From a technological standpoint this is probably what came out of Language Aid that I am most proud of. I have always had a very strong hacker streak in me and although I have cracked open some pretty interesting stuff (including one AAA title for the Mac released in 2005 which I never distributed the crack for) I am most definitely “white hat“. I really love the cat and mouse between hackers and security researchers. Before releasing Language Aid 1.0 I took about a week and basically went through this thought process:

  1. If I were trying to crack this program, what would I do?
  2. Ok, how would I defend against that?
  3. So how would I now get around that protection?
  4. Go To Step 2

This was my idea of fun and after about a week or two of coding up protection after counter-measure after defense I had things locked down way more tight than any $20 program would ever need. Perhaps in the future I will write a blog post going into detail about what I did but for now those things must remain secret. Language Aid shipped with all of its DRM intertwined but after a couple of update releases I decided to rip out all of the DRM code and turn it into its own product called Deadlock.

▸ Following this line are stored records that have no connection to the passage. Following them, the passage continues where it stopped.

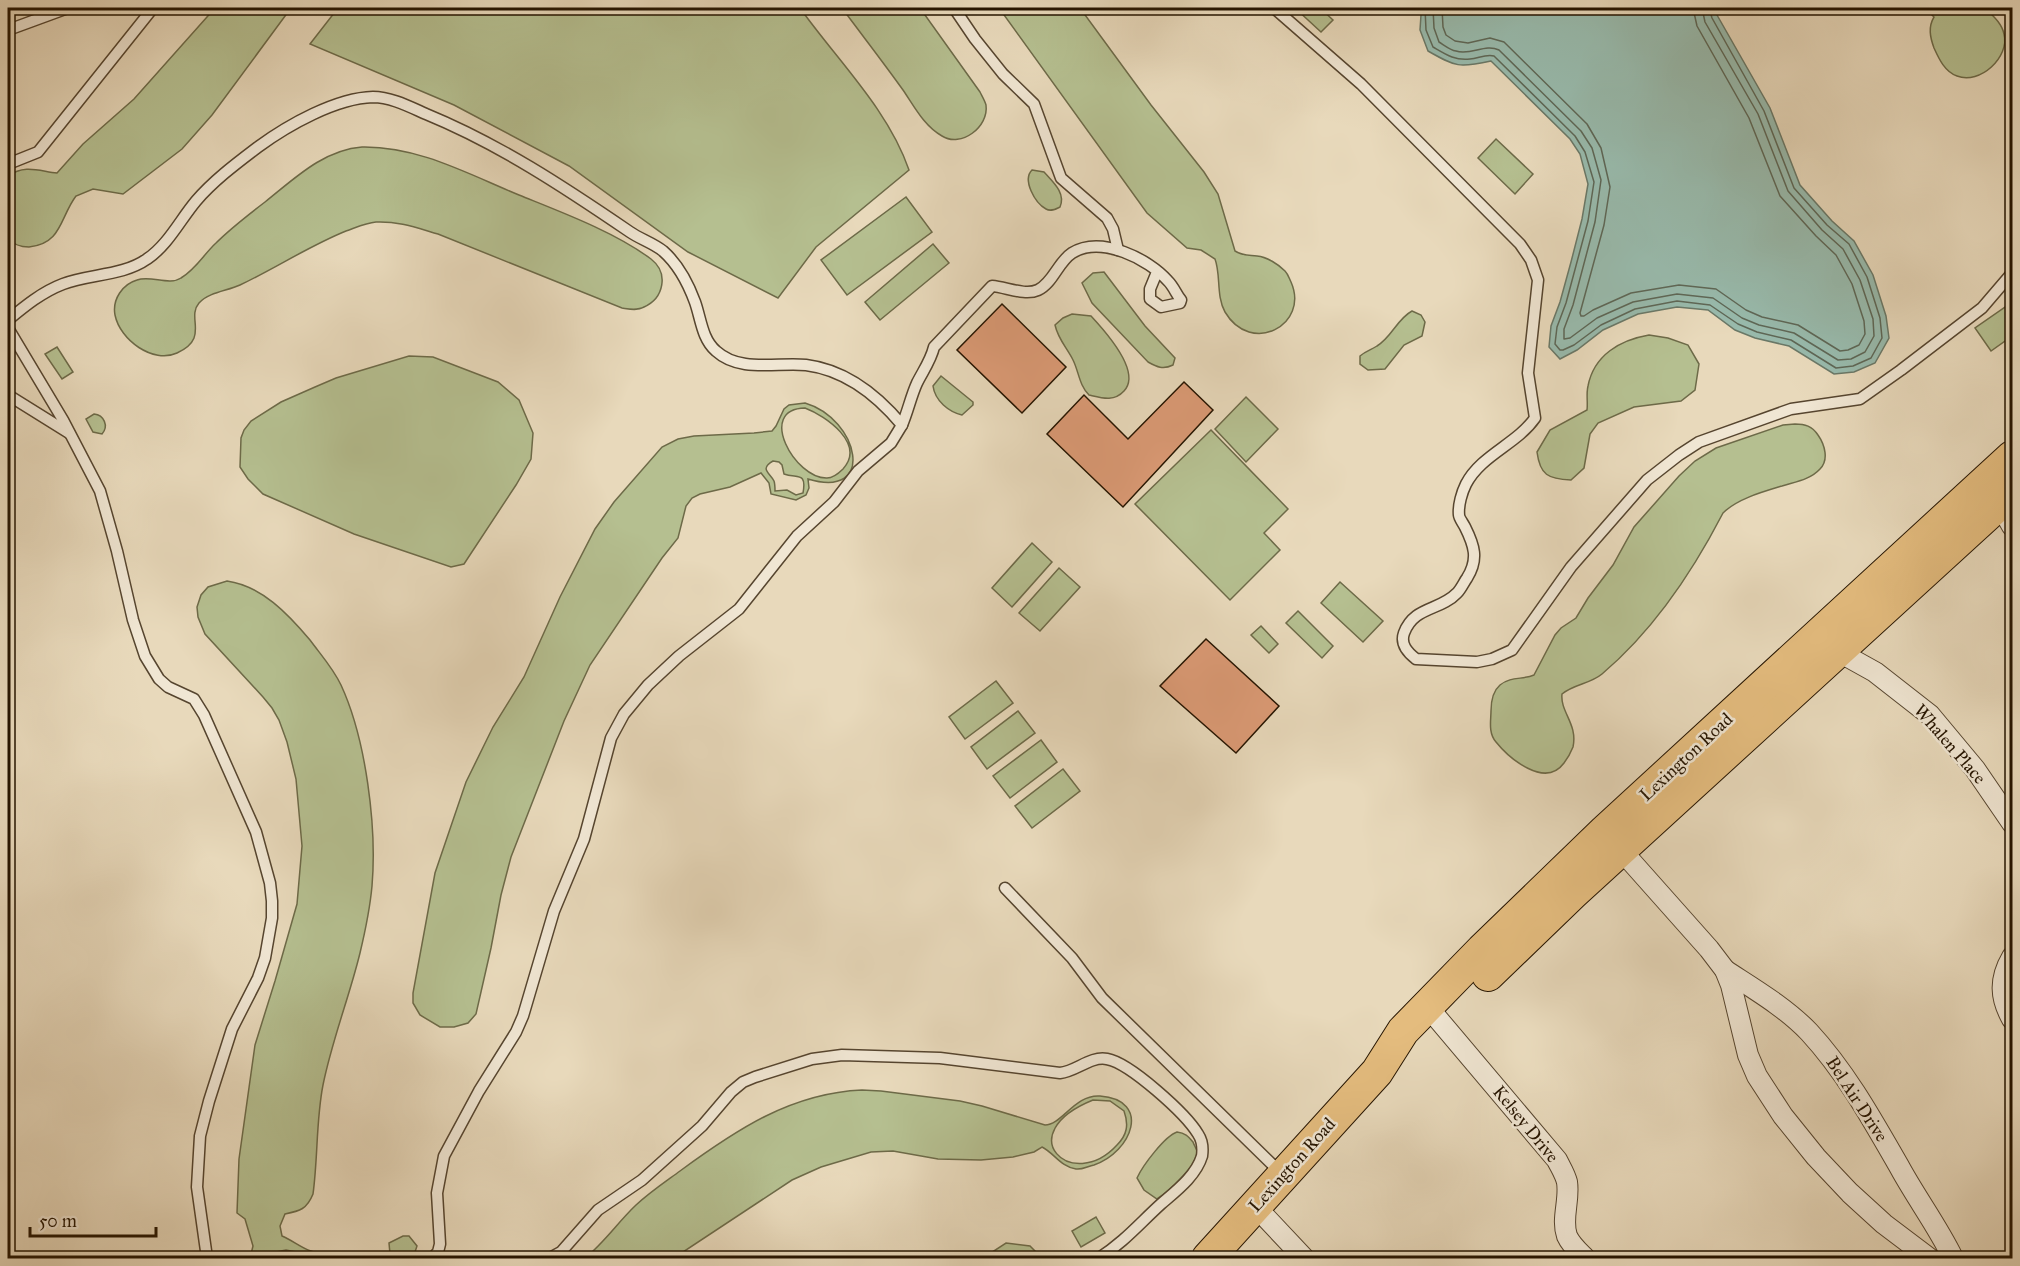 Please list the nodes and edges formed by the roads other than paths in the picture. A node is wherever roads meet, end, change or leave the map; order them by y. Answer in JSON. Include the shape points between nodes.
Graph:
{"nodes":[{"id":1,"x":68,"y":8,"type":"edge"},
{"id":2,"x":153,"y":8,"type":"edge"},
{"id":3,"x":954,"y":8,"type":"edge"},
{"id":4,"x":1274,"y":8,"type":"edge"},
{"id":5,"x":8,"y":30,"type":"edge"},
{"id":6,"x":8,"y":164,"type":"edge"},
{"id":7,"x":1118,"y":250,"type":"junction"},
{"id":8,"x":1157,"y":272,"type":"dead end"},
{"id":9,"x":2013,"y":273,"type":"edge"},
{"id":10,"x":11,"y":317,"type":"edge"},
{"id":11,"x":9,"y":332,"type":"edge"},
{"id":12,"x":8,"y":395,"type":"edge"},
{"id":13,"x":902,"y":425,"type":"junction"},
{"id":14,"x":70,"y":434,"type":"junction"},
{"id":15,"x":2013,"y":457,"type":"edge"},
{"id":16,"x":2003,"y":501,"type":"edge"},
{"id":17,"x":1827,"y":645,"type":"junction"},
{"id":18,"x":2013,"y":823,"type":"edge"},
{"id":19,"x":1613,"y":840,"type":"junction"},
{"id":20,"x":1005,"y":888,"type":"dead end"},
{"id":21,"x":2013,"y":957,"type":"edge"},
{"id":22,"x":1725,"y":970,"type":"junction"},
{"id":23,"x":1434,"y":1014,"type":"junction"},
{"id":24,"x":2013,"y":1019,"type":"edge"},
{"id":25,"x":1283,"y":1176,"type":"junction"},
{"id":26,"x":1255,"y":1206,"type":"junction"},
{"id":27,"x":207,"y":1258,"type":"edge"},
{"id":28,"x":432,"y":1258,"type":"edge"},
{"id":29,"x":550,"y":1258,"type":"edge"},
{"id":30,"x":1099,"y":1258,"type":"edge"},
{"id":31,"x":1208,"y":1258,"type":"edge"},
{"id":32,"x":1304,"y":1258,"type":"edge"},
{"id":33,"x":1585,"y":1258,"type":"edge"},
{"id":34,"x":1929,"y":1258,"type":"edge"},
{"id":35,"x":1953,"y":1258,"type":"edge"}],
"edges":[{"from":1,"to":5,"type":"lane"},
{"from":2,"to":6,"type":"lane","via":[[38,152]]},
{"from":3,"to":7,"type":"lane","via":[[1003,74],[1034,104],[1061,178],[1107,218]]},
{"from":4,"to":9,"type":"lane","via":[[1362,84],[1520,244],[1538,280],[1528,373],[1535,418],[1466,482],[1459,516],[1473,542],[1474,567],[1457,593],[1408,622],[1402,639],[1416,659],[1477,662],[1512,651],[1571,567],[1647,480],[1679,455],[1699,442],[1791,409],[1860,399],[1982,308]]},
{"from":7,"to":8,"type":"lane"},
{"from":7,"to":13,"type":"lane","via":[[1103,246],[1074,252],[1037,290],[992,286],[934,347]]},
{"from":10,"to":11,"type":"lane"},
{"from":10,"to":13,"type":"lane","via":[[42,293],[62,284],[149,258],[210,186],[297,122],[357,99],[379,98],[451,124],[506,152],[663,251],[687,281],[708,345],[720,355],[734,362],[810,365],[844,376],[868,390]]},
{"from":11,"to":14,"type":"lane"},
{"from":12,"to":14,"type":"lane"},
{"from":13,"to":28,"type":"lane","via":[[891,443],[858,471],[834,501],[797,536],[747,601],[679,656],[624,714],[611,738],[584,839],[554,911],[524,1016],[444,1156],[437,1193],[440,1244]]},
{"from":14,"to":27,"type":"lane","via":[[100,491],[145,656],[159,679],[194,699],[204,715],[256,832],[270,883],[272,918],[265,958],[232,1029],[200,1136],[197,1186]]},
{"from":15,"to":16,"type":"main road","name":"Lexington Road"},
{"from":16,"to":17,"type":"main road","name":"Lexington Road"},
{"from":17,"to":18,"type":"street","name":"Whalen Place","via":[[1875,672],[1930,715]]},
{"from":17,"to":19,"type":"main road","name":"Lexington Road"},
{"from":19,"to":22,"type":"street","name":"Bel Air Drive"},
{"from":19,"to":23,"type":"main road","name":"Lexington Road","via":[[1546,887]]},
{"from":20,"to":25,"type":"lane","via":[[1072,958],[1102,998]]},
{"from":21,"to":24,"type":"street","via":[[2002,987],[2002,998]]},
{"from":22,"to":34,"type":"street","name":"Bel Air Drive","via":[[1748,1055],[1783,1116],[1850,1193]]},
{"from":22,"to":35,"type":"street","name":"Bel Air Drive","via":[[1790,1015],[1824,1050],[1856,1094]]},
{"from":23,"to":25,"type":"main road","name":"Lexington Road","via":[[1403,1030],[1377,1072]]},
{"from":23,"to":33,"type":"street","name":"Kelsey Drive","via":[[1557,1160],[1568,1184],[1567,1235]]},
{"from":25,"to":26,"type":"main road","name":"Lexington Road"},
{"from":26,"to":31,"type":"main road","name":"Lexington Road"},
{"from":26,"to":32,"type":"street"},
{"from":29,"to":30,"type":"lane","via":[[561,1252],[598,1210],[649,1174],[702,1126],[743,1082],[812,1059],[842,1055],[939,1058],[1060,1073],[1104,1058],[1143,1079],[1188,1120],[1199,1134],[1203,1152],[1196,1169],[1177,1190]]}]}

Obviously it didn’t get hacked on too much because Language Aid didn’t get huge circulation but I did perform searches for Language Aid cracks occasionally and never found anything.

Registration Daemon


“This is UNIX, I know this!” – Jurassic Park

To respond to processed payments and to register Language Aid for use on the computers of new users I decided make a C-based UNIX daemon instead of going the more popular and easier maintained routine of a PHP page or the like. I wanted to know what kind of stuff it took to actually keep a server process up and running long term. I remembered the old pattern from school of accept()/fork() and writing a SIGCHLD handler. The program I wrote would first establish a connection to the payments database on launch and then block on accept(). When a connection got made I would fork() and service the connection which was usually a new user asking my daemon to return a cryptographic signature of a hash of their machine identifier. After doing so it would close the connection and exit(). Using this standard UNIX daemon model made it so that I could leave the process up and running for years without the worry of memory leaks or the fear that a bug/malicious client might take the entire thing down.

The Future

Now that Language Aid has been open sourced it hopefully has a new chapter open ahead of it. I can’t devote too much time for it because of other projects but if someone is willing to resurrect it and give it new life let me know and I will help make it happen.